F represents the Force that this spring will apply to suspend the vehicle at the proper height. Of course, looking at the original equation and from everyday knowledge, springs do not apply a contant force - they push back more and more as they are compressed more and more. But in terms of vehicle weight, there is only one Force and that is the weight of the vehicle due to gravity on flat ground sitting still. To narrow this down more, since this coil spring will suspend the front axle, this F represents how much weight is at each front wheel. I mentioned earlier to subtract 100 lbs or so because the wheel, the tire, and some suspension compnents will not be 'suspended' by the coil spring - these components are on the opposite side of the coil spring from where most of the vehicle's weight is being applied.
x is how compressed the spring will be at ride height. The good thing about this is that, because TarHeel is using a coil over setup, we know exactly how much travel this spring will be allowed - which is the stroke length of the coil over's shaft (5.10" - lets assume 5.0" for simplicity). Another assumption we have to make is that the coil over will be about half compressed when the vehicle is sitting still on flat ground - so lets say the coil-over assembly will be compressed 2.5". Well wow there then is our x term!
So now we know (or SHOULD know) everything on the right side. We can (I guess) appoximate how much weight is at each wheel and subtract 100 lbs or so from that to give us the F term. We also already know the x term by knowing the total shock stroke length and also making an assumption that, at ride height, the coil over will be about half compressed.
Just to give an example, lets say that the Explorer Sport at hand weighs 3,750 lbs and that 70% of the weight is at the front wheel. So thats about 2,625 lbs total at the front wheels which means 1,300 lbs at each front wheel and minus 100 lbs or so, that gives us 1,200 lbs. Using the same coil over with 5" of travel, and 2.5" compressed at ride height, the equation becomes
k = F/x
k = 1200 lbs / 2.5 inches
k = 480 lbs/inch
Which sounds about right for such a heavy vehicle. Heavier track cars (Mustangs) on twisty courses typically run about 650 lbs/inch - but those are cars probably have less suspension travel which means greater spring rate.

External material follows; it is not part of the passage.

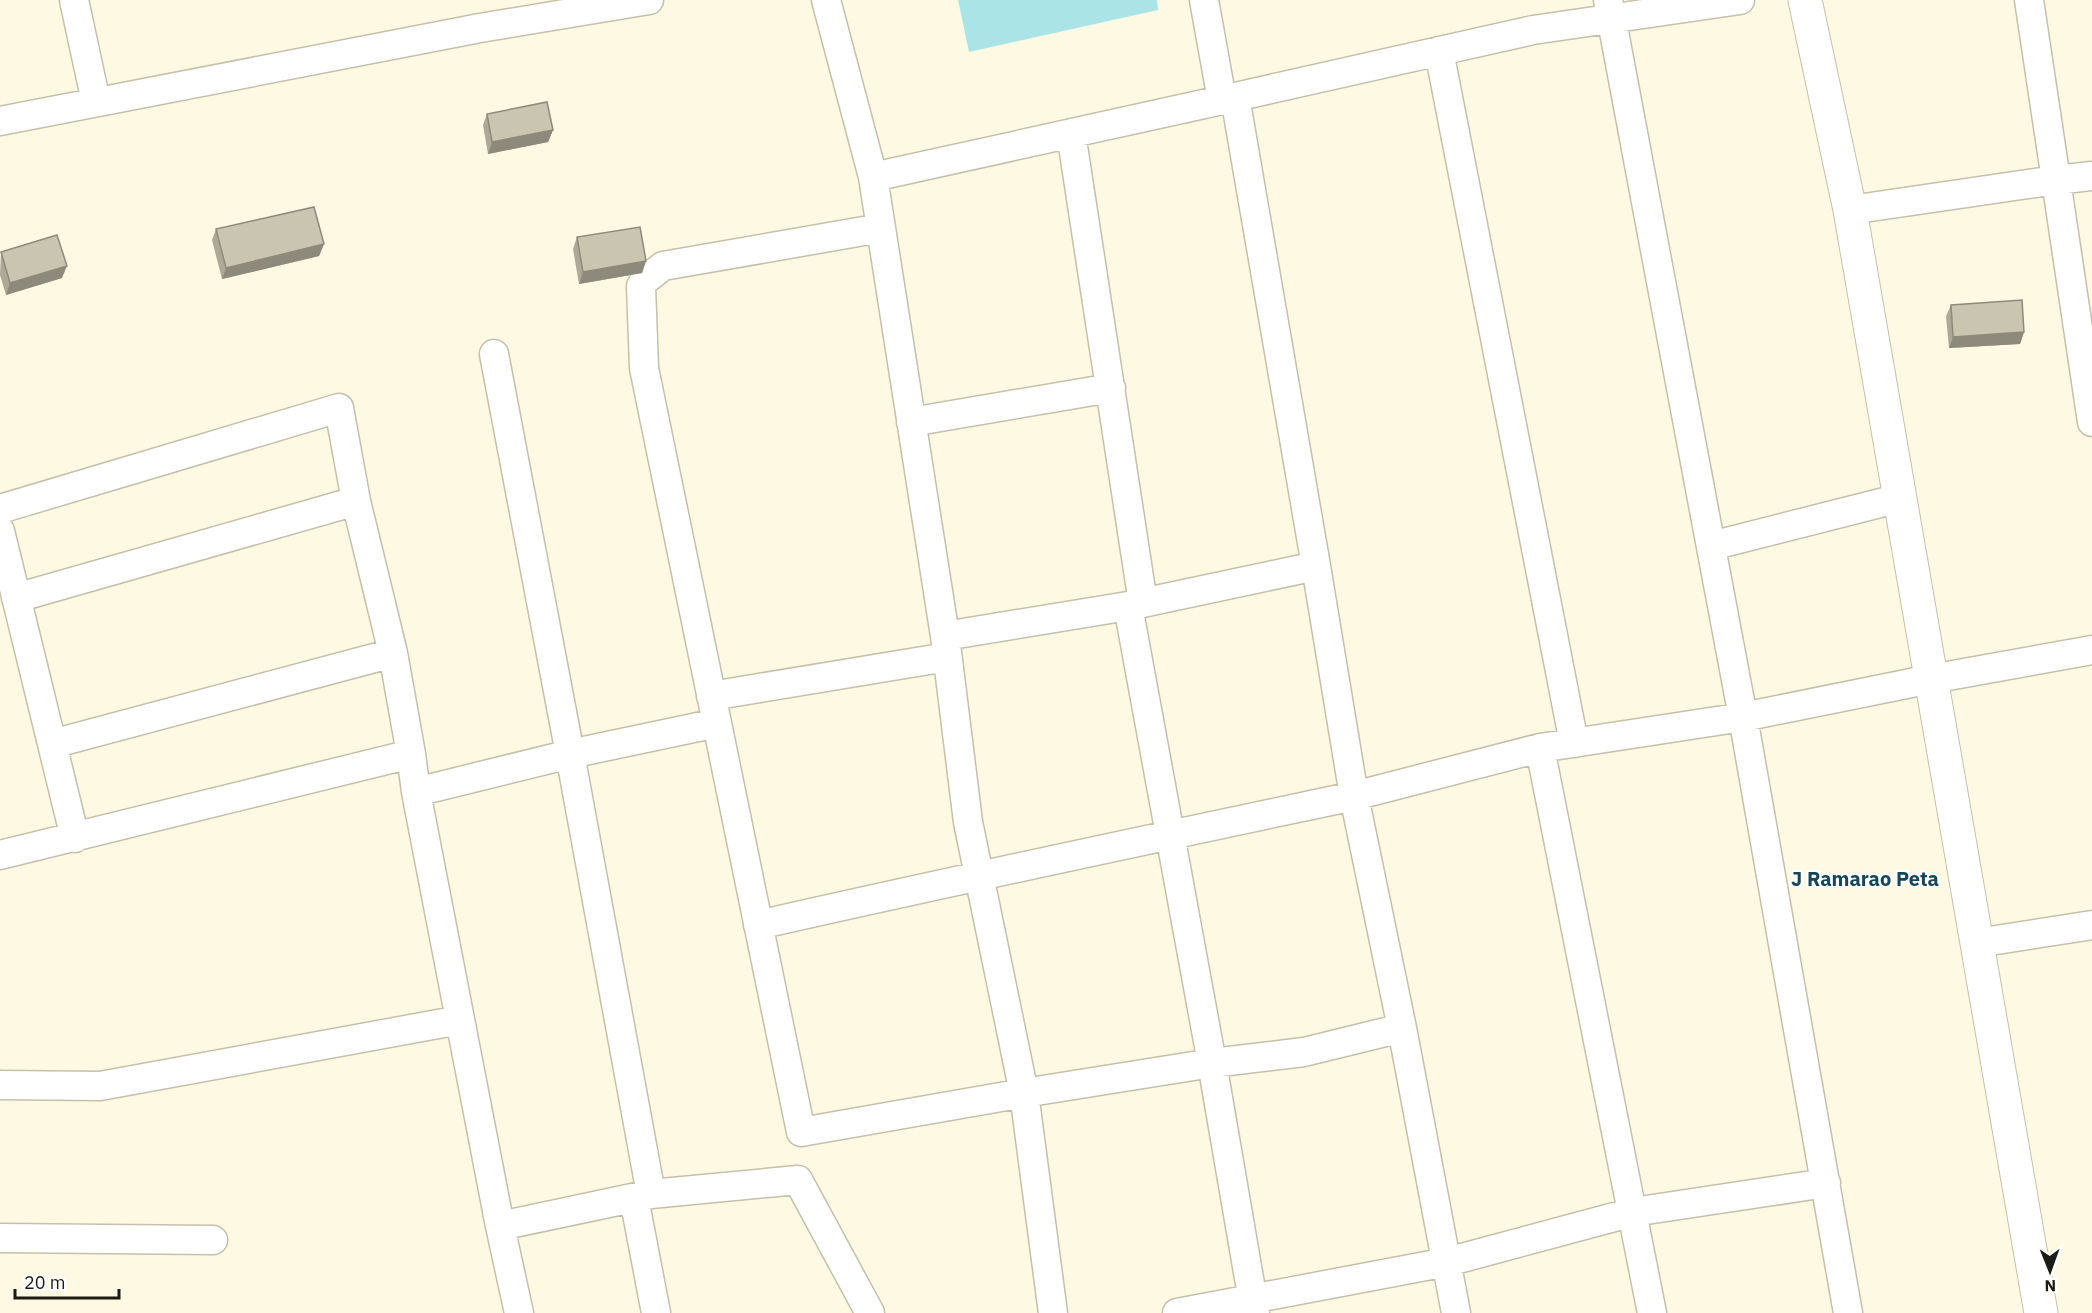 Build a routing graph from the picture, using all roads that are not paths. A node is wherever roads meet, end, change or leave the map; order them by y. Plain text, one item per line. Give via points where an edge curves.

But wait! We're not done yet. Another assumption we made is that this coil-over spring rate will be sitting perfectly vertical. Most likely, it will be angled at some degree from the vertical. Most of the times these angles are small enough so that you don't need to worry too much about them - but just in case, the equation you need to use to figure out the spring rate k2 for a shock that is at an angle A is:
k2 = k / cos (A)
Where again, A is the angle of the spring from the vertical in degrees (not radians) and k is the spring rate we figured out above with the k = F/x equatoin.
So just to get an idea of how an angle changes our spring rate, lets take that same 480 lbs/in spring rate and run it at a 5 degree angle.
k2 = k / cos (A)
k2 = 480 / cos (5)
k2 = 481.83 lbs/ inch
So you can see the angle affects it but not by much.
If you're unsure between two rates, I would opt for the higher spring rate just because most people prefer a stiffer ride than one that feels like a battle ship in a tsunami.
AGAIN, I'd like to point out that we made an assumption on how much weight there is at each front wheel -- this is the hardest part!